Huxley allowed his gaze to pick apart her expression with what he liked to call Contempt Mixed With Pity, with a side of one of his favorites: Clinical Fascination. It doesn't sound like a promising combination but his angular caracal features just about managed to do it justice.
"I'm sure you do," he agreed patiently, wondering whether she actually was retarded. Or maybe suicidal? Perhaps she didn't believe that he could fly. How ridiculous. Couldn't she just see how at home he seemed in the heavens? "But I hear that when you're flattened, you don't tend to enjoy things as much." He smiled internally to congratulate himself on that piece of witty repartée. That was a damn fine retort. She wouldn't know what hit her.
He leered triumphantly down at her. She was pretty, in a kind of juvenile way, he mused dismissively. There were too clashing sides of Huxley's psyche: for one, he thought everything was beautiful in some weird innate way, but then again he was intensely judgmental.
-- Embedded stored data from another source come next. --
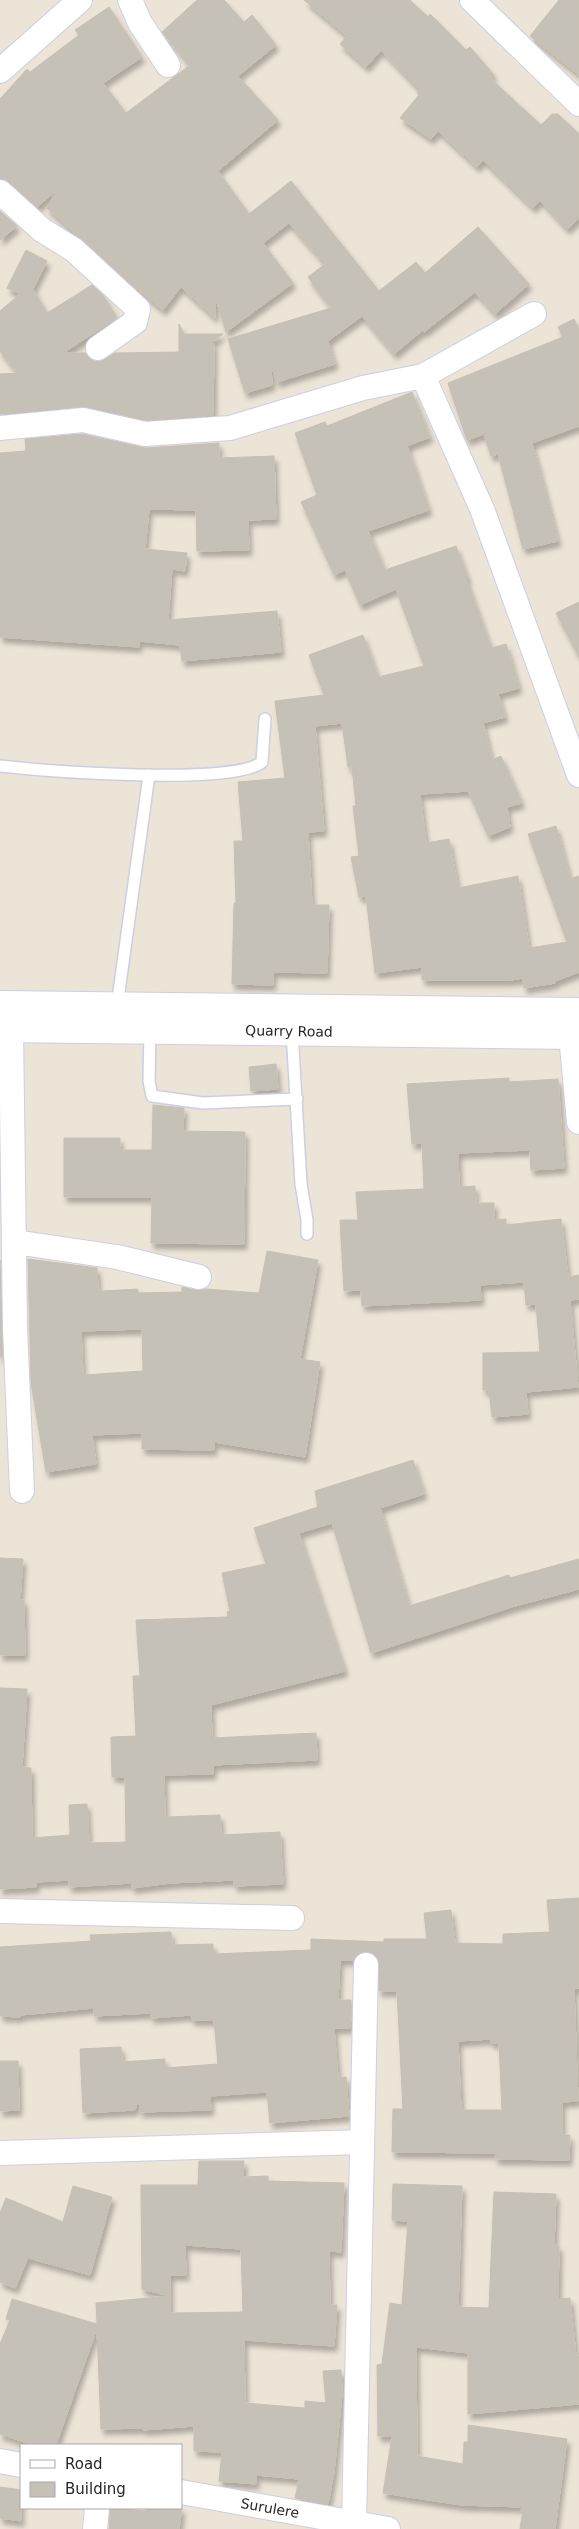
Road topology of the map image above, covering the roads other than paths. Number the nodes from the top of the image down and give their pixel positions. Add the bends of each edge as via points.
1 (80, 0) edge
2 (130, 0) edge
3 (472, 0) edge
4 (168, 65) dead end
5 (0, 71) edge
6 (579, 104) edge
7 (0, 192) edge
8 (534, 314) dead end
9 (98, 348) dead end
10 (423, 376) junction
11 (0, 428) edge
12 (265, 719) dead end
13 (0, 766) edge
14 (148, 775) junction
15 (579, 775) edge
16 (117, 1006) junction
17 (4, 1020) edge
18 (576, 1028) edge
19 (150, 1030) junction
20 (292, 1031) junction
21 (297, 1099) junction
22 (579, 1122) edge
23 (307, 1234) dead end
24 (15, 1242) junction
25 (199, 1277) dead end
26 (22, 1491) dead end
27 (0, 1911) edge
28 (292, 1918) dead end
29 (366, 1965) dead end
30 (362, 2142) junction
31 (0, 2153) edge
32 (0, 2461) edge
33 (20, 2464) edge
34 (182, 2492) edge
35 (97, 2509) edge
36 (354, 2523) junction
37 (95, 2529) edge
38 (388, 2529) edge

1 - 5 street
2 - 4 street via 140,23
3 - 6 street
7 - 9 street via 42,230 74,250 138,309 135,322
8 - 10 street
10 - 11 street via 363,388 230,428 145,434 83,420
10 - 15 street via 482,509
12 - 14 lane via 262,762 256,767 236,772
13 - 14 lane
14 - 16 lane
16 - 17 main road, Quarry Road
16 - 18 main road, Quarry Road
17 - 19 main road, Quarry Road
17 - 24 street
18 - 20 main road, Quarry Road
18 - 22 street
19 - 20 main road, Quarry Road
19 - 21 lane via 149,1081 152,1096 202,1103
20 - 21 lane
21 - 23 lane
24 - 25 street via 117,1257
24 - 26 street
27 - 28 street
29 - 30 street
30 - 31 street
30 - 36 street
32 - 33 street
34 - 36 street, Surulere
35 - 37 street
36 - 38 street, Surulere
Seeing the way her bones fit together and the way her muscles moved beneath the milky gold of her pelt sent something of a chill down his spine-- just the knowledge that someone like that could function, could support themselves. It was so beautiful that sometimes all Huxley wanted to do was sit around and weep and scratch existential poetry into the savanna dust.
And at the same time, seeing those square features and that lanky build, he knew that, conventionally speaking, she was by no means beautiful. It was an odd feeling, seeing both sides of the coin, and it gave him something of a sour expression. Huxley did not appreciate being confused, although it had been happening far too often lately.